Exercise goal:
Below are the entries. Set down exactly the line containing "strokePath(ferry, '#60757c', 1, [5, 4]);" and each line after it.

Records contained in a dataset
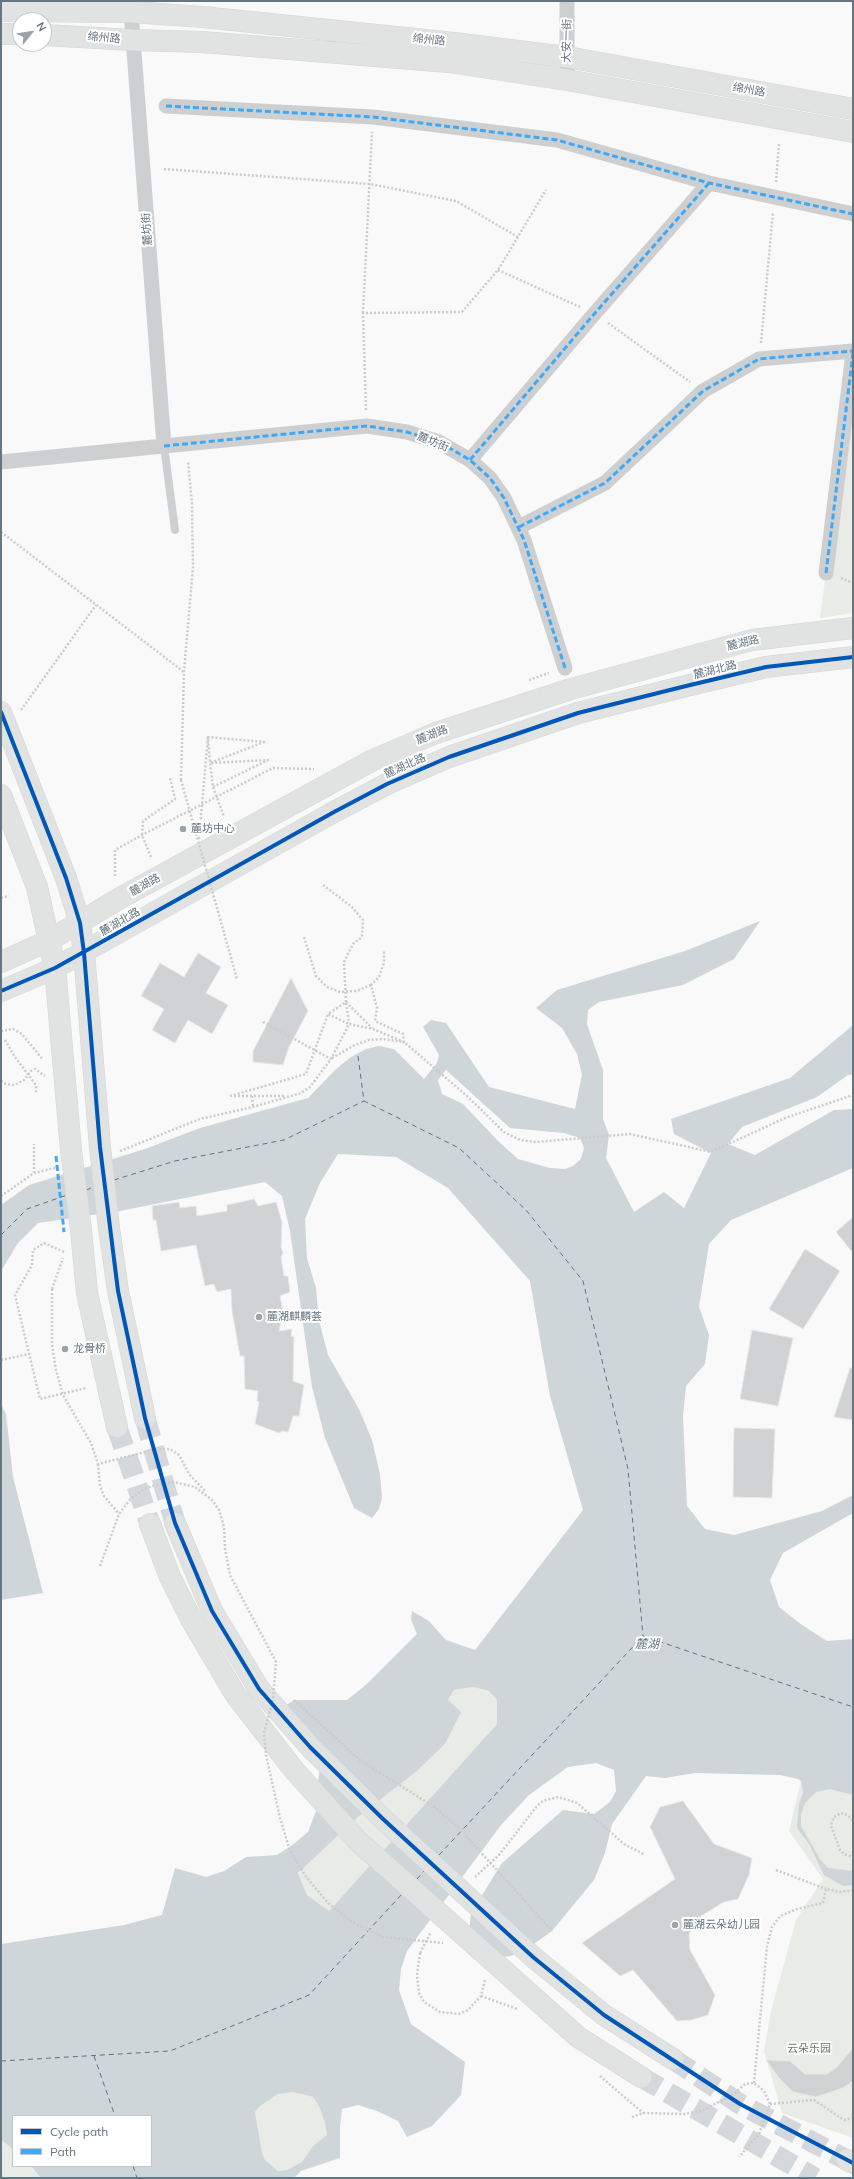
<!DOCTYPE html>
<html>
<head>
<meta charset="utf-8">
<style>
	body { margin:0 }
	#map { position:relative; width:854px; height:2179px; overflow:hidden; background:#f9f9f9; font-family:Mulish,sans-serif }
	canvas { display:block }
	.frame { position:absolute; inset:0; border:2px solid #657683; pointer-events:none }
	.legend { position:absolute; left:12px; top:2115px; width:140px; height:52px; box-sizing:border-box; background:#fff; border:1px solid #c1c8cd; margin:0; padding:5px 7px; list-style:none; font-size:12px; color:#657683 }
	.legend li { display:flex; align-items:center; gap:8px; height:20px }
	.legend b { width:20px; border:1px solid #c1c8cd }
	.north { position:absolute; left:12px; top:12px; width:40px; height:40px; box-sizing:border-box; background:#fff; border:1px solid #c1c8cd; border-radius:50%; rotate:60deg; font-size:11px; font-weight:700; line-height:16px; text-align:center; color:#657683 }
	.north::after { content:''; display:block; margin:auto; width:14px; height:18px; background:#99a4ac; clip-path:polygon(50% 0,100% 100%,50% 72%,0 100%) }
</style>
</head>
<body>
<div id="map">
<canvas width="854" height="2179"></canvas>
<div class="frame"></div>
<ul class="legend">
<li><b style="height:5px;background:#0057b8"></b>Cycle path</li>
<li><b style="height:5px;background:#3fa9f5"></b>Path</li>
</ul>
<div class="north">N</div>
</div>
<script>
const ctx = document.querySelector('canvas').getContext('2d');
ctx.lineJoin = 'round';
function fillPath(path, color) { ctx.fillStyle = color; ctx.fill(path, 'evenodd'); }
const poly = rows => new Path2D(rows.map(r => 'M' + r).join(''));
function strokePath(path, color, width, dash) { ctx.strokeStyle = color; ctx.lineWidth = width; ctx.lineCap = dash ? 'butt' : 'round'; ctx.setLineDash(dash || []); ctx.stroke(path); }
function label(font, color, halo, rows, align = 'center') {
  ctx.font = font + ' Mulish,"Noto Sans SC",sans-serif'; ctx.lineWidth = 4; ctx.setLineDash([]); ctx.textBaseline = 'middle'; ctx.strokeStyle = halo; ctx.fillStyle = color; for (const [text, x, y, turn = 0] of rows) {
    ctx.save(); ctx.translate(x, y); ctx.rotate((+turn || 0) * Math.PI / 180); ctx.textAlign = isNaN(turn) ? turn : align; if (halo) ctx.strokeText(text, 0, 0); ctx.fillText(text, 0, 0); ctx.restore();
  }
}
const green = poly([
	[853,353,853,613,820,618,826,573],
	[473,1687,489,1691,497,1700,497,1724,329,1911,307,1895,298,1873,357,1818,417,1771,445,1744,448,1700,454,1690],
	[801,1781,853,1787,853,2138,782,2113,764,2051,771,2011,796,1920,823,1879,789,1831],
	[293,2092,313,2097,319,2106,325,2123,327,2135,313,2146,302,2162,287,2170,278,2171,265,2160,262,2153,255,2112,260,2106,278,2094],
	[1,2140,13,2149,13,2166,31,2166,41,2178,1,2178]
]);
const water = poly([
	[760,921,734,959,683,985,599,1002,588,1010,587,1024,603,1070,603,1119,609,1135,606,1158,634,1212,664,1192,684,1208,711,1153,674,1134,671,1119,790,1078,853,1025,853,1075,848,1075,817,1097,742,1127,728,1144,755,1155,834,1110,853,1109,853,1168,731,1220,709,1244,699,1307,709,1335,705,1364,686,1386,683,1416,687,1506,705,1529,734,1535,822,1511,853,1495,853,1513,783,1553,770,1580,779,1607,802,1625,827,1641,853,1639,853,1795,830,1789,816,1792,805,1803,801,1814,801,1826,820,1859,828,1868,853,1871,853,1885,843,1886,824,1875,809,1844,797,1828,799,1804,803,1792,801,1781,798,1779,780,1775,695,1773,665,1778,646,1776,612,1824,605,1853,594,1880,552,1931,531,1946,511,1956,488,1959,469,1933,471,1913,502,1863,563,1810,594,1814,610,1802,616,1791,614,1770,596,1763,568,1767,529,1795,501,1825,407,1951,401,1969,399,1990,411,2024,465,2062,461,2095,432,2126,407,2137,398,2121,377,2111,358,2105,342,2109,340,2127,340,2158,301,2171,294,2178,41,2178,31,2166,151,2166,151,2116,13,2116,13,2149,1,2140,1,1944,124,1925,162,1915,175,1868,206,1877,224,1871,246,1857,277,1855,291,1846,308,1832,316,1811,321,1748,285,1706,294,1700,347,1700,367,1684,417,1634,411,1620,412,1611,429,1621,446,1640,475,1650,583,1510,550,1396,530,1281,448,1188,396,1157,338,1154,320,1183,305,1219,307,1258,316,1288,319,1320,328,1355,359,1409,372,1440,380,1474,382,1498,379,1509,372,1518,354,1508,325,1438,312,1387,290,1231,282,1196,265,1182,120,1211,38,1223,18,1243,1,1271,1,1205,29,1185,145,1149,200,1128,308,1098,336,1069,351,1057,366,1049,379,1046,394,1049,424,1079,437,1063,439,1055,423,1027,431,1020,446,1023,489,1087,575,1109,582,1075,577,1054,562,1028,536,1008,557,990,685,951],
	[446,1070,510,1128,564,1133,580,1138,584,1148,581,1159,573,1166,565,1169,550,1168,518,1159,499,1142,463,1104,442,1094,438,1080],
	[473,1687,489,1691,497,1700,497,1724,329,1911,307,1895,298,1873,357,1818,417,1771,445,1744,461,1712,448,1700,454,1690],
	[293,2092,313,2097,319,2106,325,2123,327,2135,313,2146,302,2162,287,2170,278,2171,265,2160,262,2153,255,2112,260,2106,278,2094],
	[1,1404,6,1414,13,1477,43,1593,1,1600]
]);
const ferry = poly([
	[358,1056,364,1101,459,1148,526,1210,583,1281,628,1469,643,1636,853,1707],
	[114,1180,175,1161,284,1140,364,1101],
	[86,1190,94,1187],
	[1,1235,27,1209,67,1195],
	[439,1855,642,1637],
	[417,1879,424,1871],
	[94,2056,115,2116],
	[1,2061,170,2051,309,1995,402,1894],
	[133,2166,137,2178]
]);
const building = poly([
	[198,953,221,967,206,993,228,1005,212,1034,188,1020,175,1043,152,1030,164,1009,141,996,160,963,184,977,198,953],
	[291,978,308,1011,289,1047,283,1065,253,1062,253,1051,291,978],
	[254,1199,258,1206,276,1202,282,1222,281,1247,283,1253,281,1257,284,1276,288,1276,290,1292,280,1296,283,1312,279,1331,292,1329,291,1336,294,1337,293,1381,304,1385,299,1416,293,1416,288,1432,282,1431,279,1433,255,1424,259,1402,257,1401,258,1391,245,1389,244,1356,240,1356,232,1311,231,1289,217,1292,214,1284,205,1286,196,1245,161,1251,156,1220,153,1220,152,1206,179,1202,180,1208,196,1206,197,1216,227,1211,227,1205,254,1199],
	[853,1217,853,1253,836,1232,853,1217],
	[805,1249,840,1271,803,1329,769,1309,805,1249],
	[752,1330,793,1338,778,1406,740,1399,752,1330],
	[850,1368,853,1368,853,1420,834,1417,850,1368],
	[734,1428,775,1429,772,1498,733,1497,734,1428],
	[683,1801,714,1844,752,1858,749,1875,738,1899,724,1902,701,1916,693,1924,689,1935,690,1950,715,1995,708,2015,691,2020,677,2021,633,1970,620,1976,582,1943,675,1879,650,1827,660,1807,683,1801],
	[853,2048,853,2081,843,2088,816,2097,793,2092,779,2078,766,2060,790,2061,805,2074,827,2074,837,2067,853,2048]
]);
const secondaryTunnel = poly([
	[145,1418,175,1523],
	[117,1427,150,1524],
	[673,2059,740,2104,847,2160],
	[641,2077,815,2178]
]);
const path = poly([
	[164,169,370,184,456,201,518,237],
	[776,182,779,144],
	[498,270,580,307],
	[363,313,372,132],
	[608,323,690,382],
	[761,343,773,212],
	[366,410,363,313,462,312,498,270,546,190],
	[1,532,184,672],
	[841,578,853,583],
	[529,680,549,673],
	[21,710,96,605],
	[181,780,184,672,193,567,192,504,188,462],
	[213,787,268,760,210,763,264,742,208,737,210,763,213,787,224,817],
	[151,857,142,835,143,821,175,799,170,778],
	[115,876,115,850,142,835,273,768,314,769],
	[323,885,352,907,363,920,362,937,353,944,344,962,346,1002,328,1014,349,1024],
	[1,898,9,896],
	[304,937,316,976,327,987],
	[346,1002,372,1028],
	[346,1003,349,1023],
	[263,1022,331,1059],
	[1,1031,13,1029,22,1034,43,1060],
	[5,1040,15,1057,36,1085,36,1094],
	[332,1058,355,1045,369,1040,383,1039,404,1042,403,1034,375,1021,377,1008,371,985,379,977,384,963,384,950],
	[1,1081,6,1084,15,1085,24,1080,31,1071,35,1069,45,1076],
	[230,1096,306,1074,328,1014],
	[234,1096,285,1096],
	[252,1096,253,1107],
	[120,1151,200,1119,253,1107,301,1093,310,1087,331,1059,349,1024,373,1029,404,1042,467,1096,504,1132,520,1140,536,1142,630,1134,711,1152,785,1118,853,1095],
	[34,1173,34,1144],
	[1,1196,34,1173,55,1168],
	[64,1252,44,1243,33,1250,32,1265,15,1295,40,1399,86,1388],
	[52,1289,63,1258],
	[1,1360,29,1354],
	[98,1464,100,1486,104,1496,119,1514],
	[853,1820,847,1815,841,1813,834,1817,831,1826,840,1850,844,1854,853,1857],
	[776,1870,826,1889],
	[475,1877,499,1855,537,1806,543,1801,558,1797,577,1803,624,1844,645,1855],
	[420,1953,431,1932],
	[481,1996,517,2009],
	[600,2076,643,2113],
	[754,2083,767,1946,772,1927,780,1916,797,1909,823,1903,826,1889,841,1892,853,1890],
	[770,2104,814,2100,844,2120,853,2118],
	[632,2117,643,2113,684,2114,702,2111,735,2093,745,2084,754,2083,764,2091,770,2104,759,2134,739,2157]
]);
const lane = poly([
	[164,446,175,530]
]);
const street = poly([
	[131,12,164,446],
	[567,80,567,1],
	[166,106,373,117,557,140,709,183,853,214],
	[470,460,595,313,709,183],
	[1,462,367,426,407,432,439,442,470,460,490,478,504,498,524,540,565,668],
	[519,527,605,483,703,391,759,359,853,351],
	[826,573,853,353]
]);
const secondary = poly([
	[1,11,131,12,203,17,454,43,567,57,853,109],
	[1,34,20,34],
	[44,35,133,40,202,42,449,62,567,80,853,132],
	[1,712,66,878,80,923,84,953,100,1147],
	[1,795,37,887,55,968,71,1150],
	[1,962,48,941,122,897,373,760,436,733,571,689,752,640,853,628],
	[1,991,55,968,334,812,387,784,449,757,578,713,686,686,766,667,853,657],
	[109,1228,118,1291,145,1418],
	[81,1230,87,1293,117,1427],
	[175,1523,212,1611,259,1689,310,1747],
	[150,1524,170,1577,192,1621,235,1694,294,1770],
	[533,1957,604,2015,673,2059],
	[512,1978,578,2037,641,2077],
	[847,2160,853,2163]
]);
const pathBridge = poly([
	[181,780,237,979],
	[199,839,208,737],
	[327,987,340,992,356,991,371,985],
	[52,1289,52,1345,56,1370,63,1395,91,1443,98,1464,157,1449,170,1449,179,1455,189,1474,206,1492],
	[100,1566,119,1514,131,1498,141,1491,152,1486,174,1482,195,1487,212,1500,219,1510,224,1527,225,1549,230,1575,276,1662,273,1700,264,1733,266,1755,280,1818,290,1851,307,1878,328,1903,353,1923,383,1937,443,1943],
	[294,1700,361,1761,433,1806,457,1826,552,1931],
	[420,1953,417,1975,419,1993,424,2002,440,2012,459,2014,468,2010,481,1996,485,1980]
]);
const secondaryBridge = poly([
	[100,1147,109,1228],
	[71,1150,81,1230],
	[310,1747,383,1819,533,1957],
	[294,1770,359,1842,512,1978]
]);
const quiet = poly([
	[166,106,373,117,557,140,709,183,853,214],
	[164,446,367,426,407,432,439,442,470,460,490,478,504,498,524,540,565,668],
	[470,460,595,313,709,183],
	[519,527,605,483,703,391,759,359,853,351],
	[826,573,853,353],
	[56,1156,64,1232]
]);
const cycleway = poly([
	[1,712,66,878,80,923,84,953,100,1147,118,1291,145,1418,175,1523,212,1611,259,1689,310,1747,383,1819,533,1957,604,2015,740,2104,853,2163],
	[1,991,55,968,334,812,387,784,449,757,578,713,686,686,766,667,853,657]
]);
const markers = [
	[183,829,4,"#99a4ac"],
	[259,1317,4,"#99a4ac"],
	[65,1349,4,"#99a4ac"],
	[675,1925,4,"#99a4ac"]
];
const streetNames = [
	["绵州路",104,38,5],
	["绵州路",429,40,6],
	["大安一街",567,41,-89],
	["绵州路",749,90,10],
	["麓坊街",147,229,-94],
	["麓坊街",433,442,22],
	["麓湖路",743,643,-13],
	["麓湖北路",715,670,-14],
	["麓湖路",432,735,-21],
	["麓湖北路",405,766,-24],
	["麓湖路",145,885,-29],
	["麓湖北路",120,922,-30]
];
const poiNames = [
	["麓坊中心",191,829],
	["麓湖麒麟荟",267,1317],
	["龙骨桥",73,1349],
	["麓湖云朵幼儿园",683,1925]
];
const parkNames = [
	["云朵乐园",809,2049]
];
const waterNames = [
	["麓湖",647,1644]
];
fillPath(green, '#e8ebe6');
fillPath(water, '#ced6d9');
strokePath(ferry, '#60757c', 1, [5, 4]);
fillPath(building, '#d0d2d3');
strokePath(building, '#e8e8e8', 1);
strokePath(secondaryTunnel, '#d4d8dc', 21, [21, 10]);
strokePath(secondary, '#d5d6d7', 22);
strokePath(path, '#cbcccd', 2.5, [2, 2]);
strokePath(lane, '#cecfd0', 8);
strokePath(street, '#cecfd0', 15);
strokePath(secondary, '#e1e2e2', 21);
strokePath(secondaryBridge, '#d5d6d7', 22, []);
strokePath(pathBridge, '#cbcccd', 2.5, [2, 2]);
strokePath(secondaryBridge, '#e1e2e2', 21);
strokePath(quiet, '#3fa9f5', 3, [6, 3]);
strokePath(cycleway, '#0057b8', 4);
for (const [x, y, r, color] of markers) { const dot = new Path2D(); dot.arc(x, y, r, 0, 2 * Math.PI); ctx.fillStyle = color; ctx.fill(dot); strokePath(dot, '#fff', 1.5); }
label('11px', '#657683', '#fff', streetNames);
label('11px', '#657683', '#fff', poiNames, 'left');
label('11px', '#687a64', '#fff', parkNames);
label('italic 12px', '#60757c', '#fff', waterNames);
</script>
</body>
</html>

Task response:
strokePath(ferry, '#60757c', 1, [5, 4]);
fillPath(building, '#d0d2d3');
strokePath(building, '#e8e8e8', 1);
strokePath(secondaryTunnel, '#d4d8dc', 21, [21, 10]);
strokePath(secondary, '#d5d6d7', 22);
strokePath(path, '#cbcccd', 2.5, [2, 2]);
strokePath(lane, '#cecfd0', 8);
strokePath(street, '#cecfd0', 15);
strokePath(secondary, '#e1e2e2', 21);
strokePath(secondaryBridge, '#d5d6d7', 22, []);
strokePath(pathBridge, '#cbcccd', 2.5, [2, 2]);
strokePath(secondaryBridge, '#e1e2e2', 21);
strokePath(quiet, '#3fa9f5', 3, [6, 3]);
strokePath(cycleway, '#0057b8', 4);
for (const [x, y, r, color] of markers) { const dot = new Path2D(); dot.arc(x, y, r, 0, 2 * Math.PI); ctx.fillStyle = color; ctx.fill(dot); strokePath(dot, '#fff', 1.5); }
label('11px', '#657683', '#fff', streetNames);
label('11px', '#657683', '#fff', poiNames, 'left');
label('11px', '#687a64', '#fff', parkNames);
label('italic 12px', '#60757c', '#fff', waterNames);
</script>
</body>
</html>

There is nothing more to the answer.